We arrived at the restaurant, and, well, shit. Pretty fucking fancy place, that. While the uncles smarmed the maitre 'd (my brother is an important architect from Arizona! He's a huge fan of Mr. Bayless! We got soaked on the boat tour!), I skulked to the bathroom to turn my adidas t-shirt inside out for some minimal veneer of respectability. The staff eventually relented and seated us, cramming eight dripping people into a table meant for six, at the very back of the room next to the kitchen. The waiter graciously offered to bring the three kids in the party tacos from the next door Frontera Grill, which is the more-casual cousin to Topolobampo. So far, so good. He brought them limeades too.

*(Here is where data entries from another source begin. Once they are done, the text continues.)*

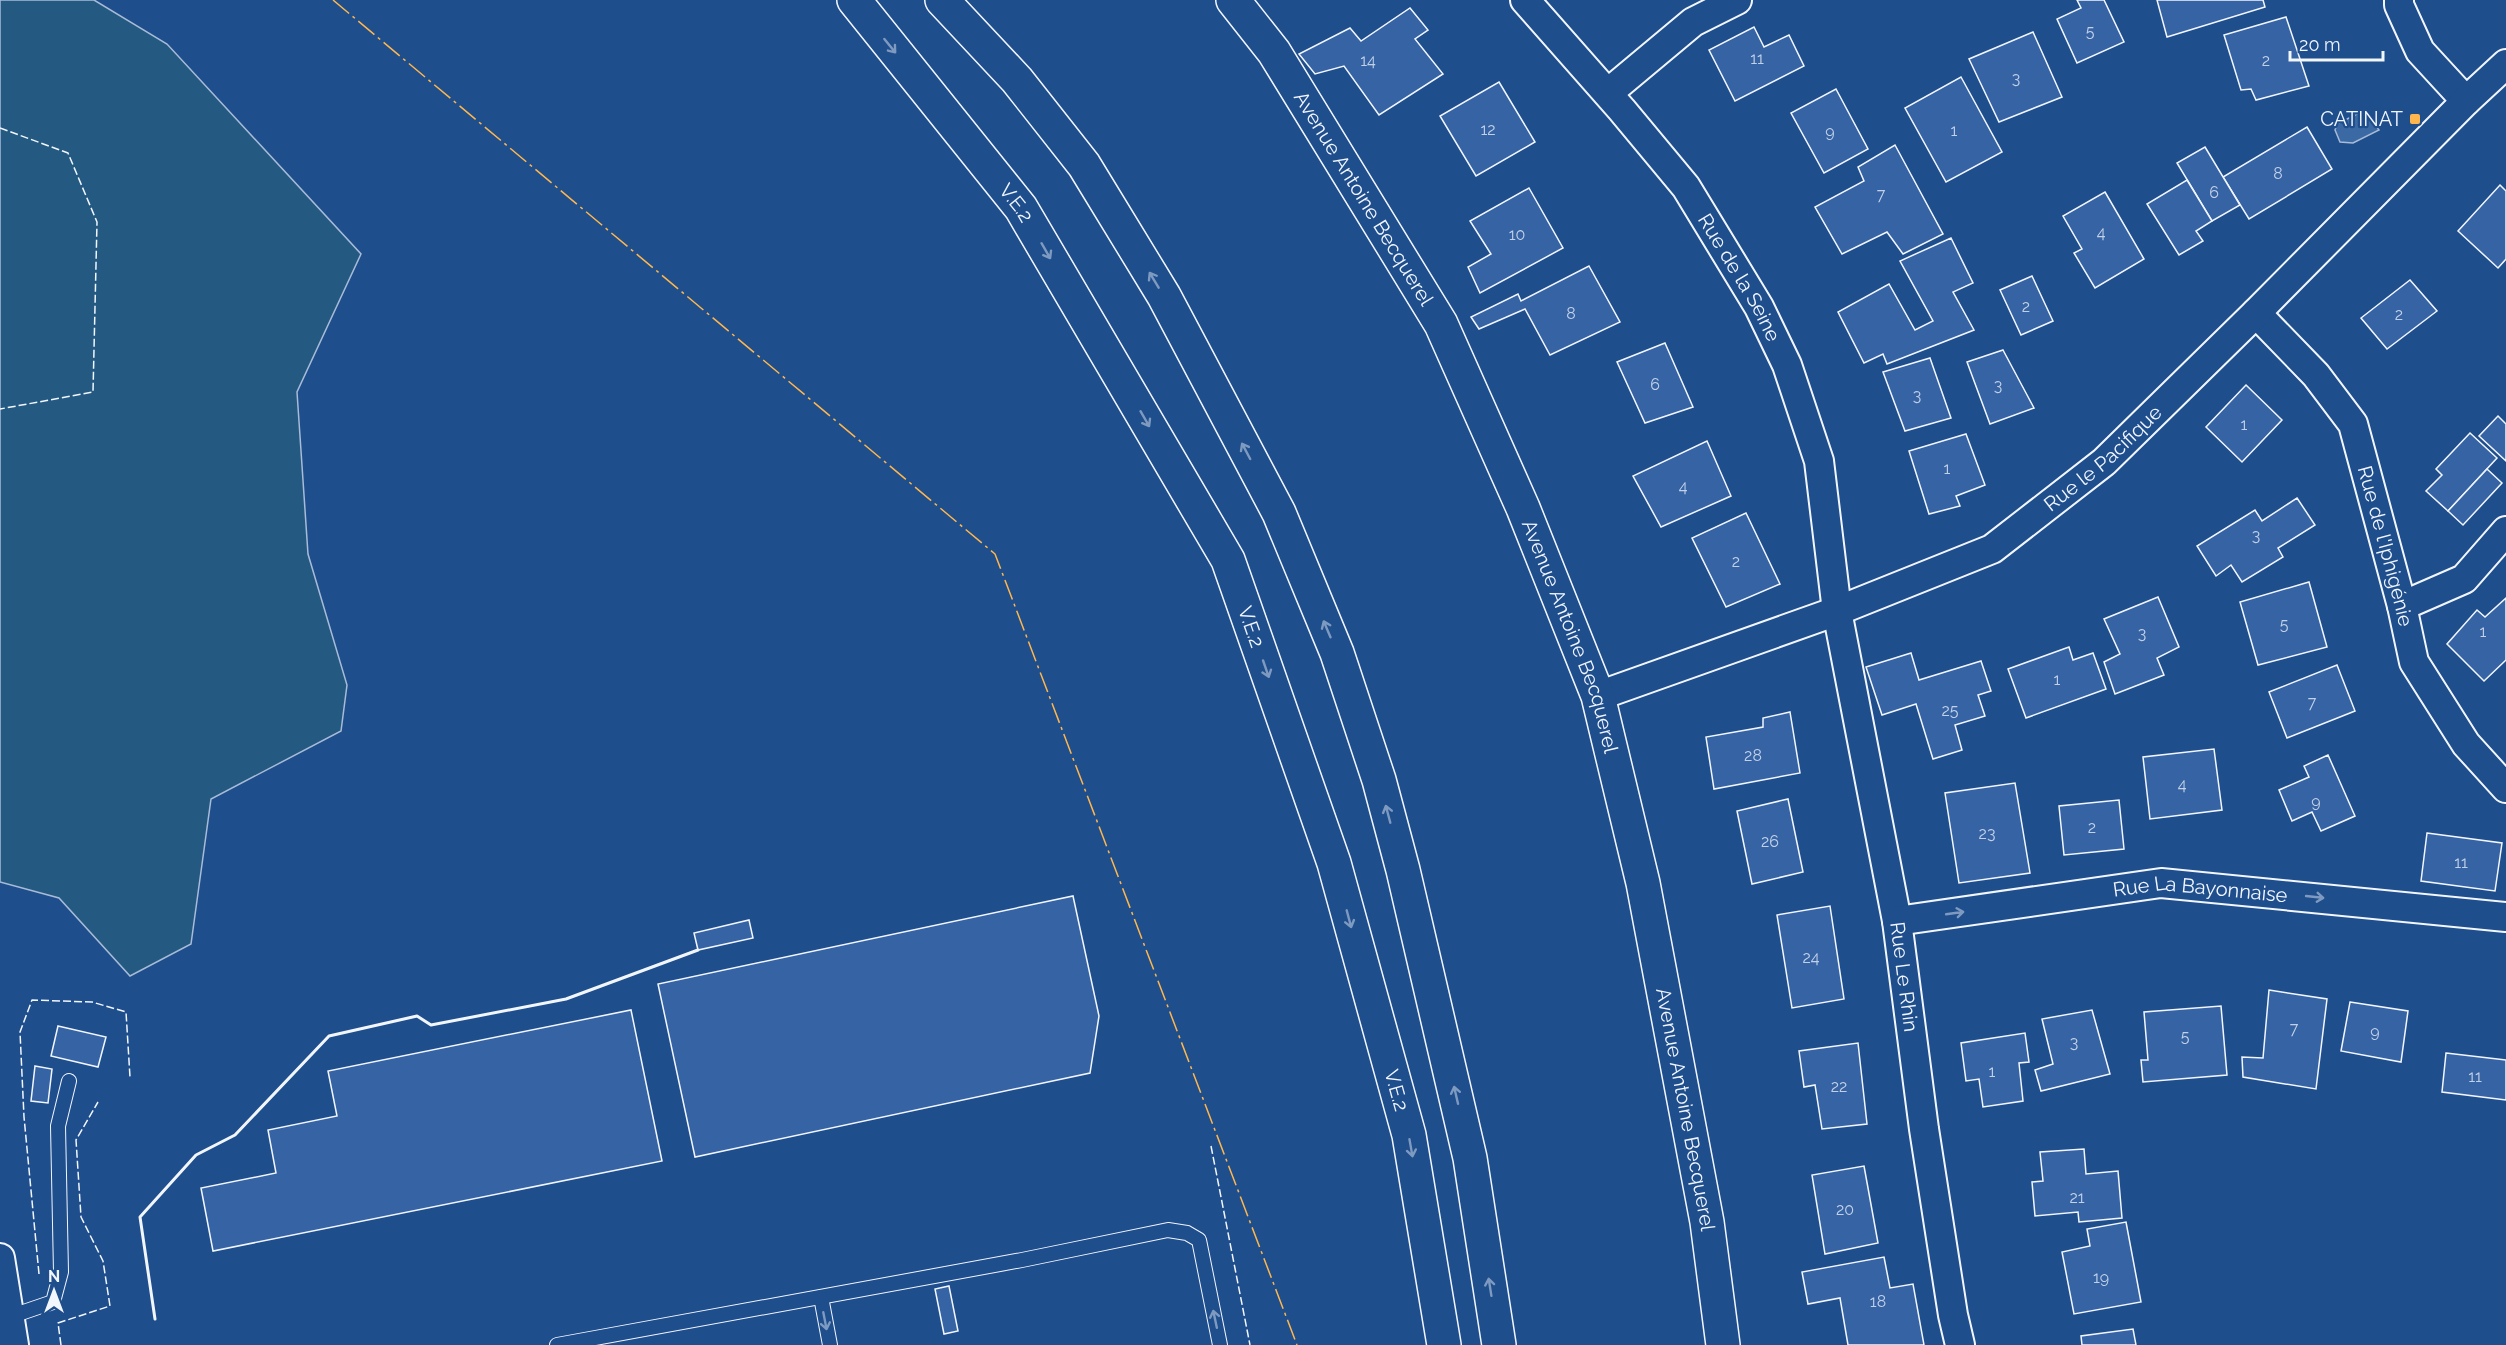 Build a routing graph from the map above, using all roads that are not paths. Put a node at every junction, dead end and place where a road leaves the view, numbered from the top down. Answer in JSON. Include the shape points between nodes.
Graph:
{"nodes":[{"id":1,"x":854,"y":0,"type":"edge"},
{"id":2,"x":942,"y":0,"type":"edge"},
{"id":3,"x":1233,"y":0,"type":"edge"},
{"id":4,"x":1526,"y":0,"type":"edge"},
{"id":5,"x":1737,"y":0,"type":"edge"},
{"id":6,"x":2399,"y":0,"type":"edge"},
{"id":7,"x":2506,"y":64,"type":"edge"},
{"id":8,"x":1608,"y":93,"type":"junction"},
{"id":9,"x":2466,"y":101,"type":"junction"},
{"id":10,"x":2256,"y":313,"type":"junction"},
{"id":11,"x":2506,"y":531,"type":"edge"},
{"id":12,"x":2402,"y":606,"type":"junction"},
{"id":13,"x":1837,"y":611,"type":"junction"},
{"id":14,"x":1598,"y":696,"type":"junction"},
{"id":15,"x":2506,"y":788,"type":"edge"},
{"id":16,"x":2506,"y":917,"type":"edge"},
{"id":17,"x":1897,"y":921,"type":"junction"},
{"id":18,"x":69,"y":1081,"type":"dead end"},
{"id":19,"x":0,"y":1258,"type":"edge"},
{"id":20,"x":820,"y":1297,"type":"junction"},
{"id":21,"x":9,"y":1317,"type":"junction"},
{"id":22,"x":14,"y":1345,"type":"edge"},
{"id":23,"x":557,"y":1345,"type":"edge"},
{"id":24,"x":830,"y":1345,"type":"edge"},
{"id":25,"x":1220,"y":1345,"type":"edge"},
{"id":26,"x":1444,"y":1345,"type":"edge"},
{"id":27,"x":1499,"y":1345,"type":"edge"},
{"id":28,"x":1723,"y":1345,"type":"edge"},
{"id":29,"x":1960,"y":1345,"type":"edge"}],
"edges":[{"from":1,"to":26,"type":"main road","name":"V.E.2","one_way":true,"via":[[1021,208],[1228,560],[1334,863],[1400,1101]]},
{"from":27,"to":2,"type":"main road","one_way":true,"via":[[1470,1158],[1403,870],[1379,780],[1324,620],[1273,502],[1164,296],[1090,175],[1017,80]]},
{"from":3,"to":14,"type":"main road","name":"Avenue Antoine Becquerel","via":[[1274,52],[1441,324],[1523,508]]},
{"from":4,"to":8,"type":"street","name":"Rue de la Seine"},
{"from":5,"to":8,"type":"street","via":[[1693,22]]},
{"from":6,"to":9,"type":"street","via":[[2420,51]]},
{"from":7,"to":9,"type":"street","name":"Rue le Pacifique"},
{"from":8,"to":13,"type":"street","name":"Rue de la Seine","via":[[1686,187],[1751,292],[1787,365],[1819,461]]},
{"from":9,"to":10,"type":"street","name":"Rue le Pacifique"},
{"from":10,"to":12,"type":"street","name":"Rue de l'Iphigénie","via":[[2316,375],[2354,424]]},
{"from":10,"to":13,"type":"street","name":"Rue le Pacifique","via":[[2104,462],[1992,549]]},
{"from":11,"to":12,"type":"street","via":[[2464,579]]},
{"from":12,"to":15,"type":"street","name":"Rue de l'Iphigénie","via":[[2414,662],[2466,744]]},
{"from":13,"to":14,"type":"street","name":"Rue le Pacifique"},
{"from":13,"to":17,"type":"street","name":"Rue Le Rhin"},
{"from":14,"to":28,"type":"main road","name":"Avenue Antoine Becquerel","via":[[1643,883],[1707,1222]]},
{"from":17,"to":16,"type":"street","name":"Rue La Bayonnaise","one_way":true,"via":[[2161,883]]},
{"from":17,"to":29,"type":"street","name":"Rue Le Rhin","via":[[1926,1141]]},
{"from":18,"to":21,"type":"lane","via":[[58,1126],[62,1272],[53,1302]]},
{"from":19,"to":21,"type":"street"},
{"from":20,"to":23,"type":"lane"},
{"from":20,"to":24,"type":"lane","one_way":true},
{"from":25,"to":20,"type":"lane","one_way":true,"via":[[1199,1240],[1168,1230]]},
{"from":21,"to":22,"type":"street"}]}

The Kid and I, heartened by the service--or at least by the fact that we hadn't been thrown out on our asses--ordered an appetizer to share, and I ordered the pork loin, and a glass of wine. The uncles ordered the tasting dinner ($75 apiece, $125 with matched wines) and things went downhill from there. Our $11 appetizer appeared... and consisted of three masa patties, each approximately the size of a Kennedy half-dollar, each topped with a couple of teaspoons' worth of stuff. Oh, they were delicious, phenomenal flavors theretofore unencountered by this tongue, but... FUCK! The entrees were equally sublime, equally miniscule. Just freaking tiny. The pork loin plate held four slices of meat roughly the size of... well, you know when you peel a banana, how big each of the individual peels is? Yes, not quite that big. Undeterred, the uncles passed around their plates so everyone could taste the morsels of beef, the moles, the pipian. The gazpacho, with its tiny frozen balls of lime sorbet, was exquisite. Arizona uncle walked his wife to the restroom. She has MS and, despite my uncle's carefully guiding hand, stumbled into another diner, spilling his wine. They were glared and muttered at. Aunt returned to the table, mortified and angry, in tears. We comforted her the best we could and ordered coffee. It did not appear. The bill, however, did appear... roughly three feet long, with several items double-charged. Arizona uncle raised a fuss. An allegedly amended bill appeared, still not corrected. More arguments. A third bill arrived, at which point the uncles were ready to pay anything just to get out of there. $735. Seven hundred--hundred!--thirty-five. Dollars. Fuck. FUCK! They had charged the kids $3 apiece for refills on the limeade, of which each child probably had three or four over the course of the two-hour meal. Wine--the house red--was $12 a glass, of which I had ordered two. The Kid and I weren't sure if we should crawl under the table or just flee, setting fires behind us as we ran.

We helped ourselves liberally to the matchbooks in a bowl on the hostess stand.

The valet brought the truck, and Arizona uncle told the valet Mr. Bayless could go fuck himself. He grinned and pocketed his $10 tip. Uncle asked me if I could stop at the first Burger King I could find, since he was still starving.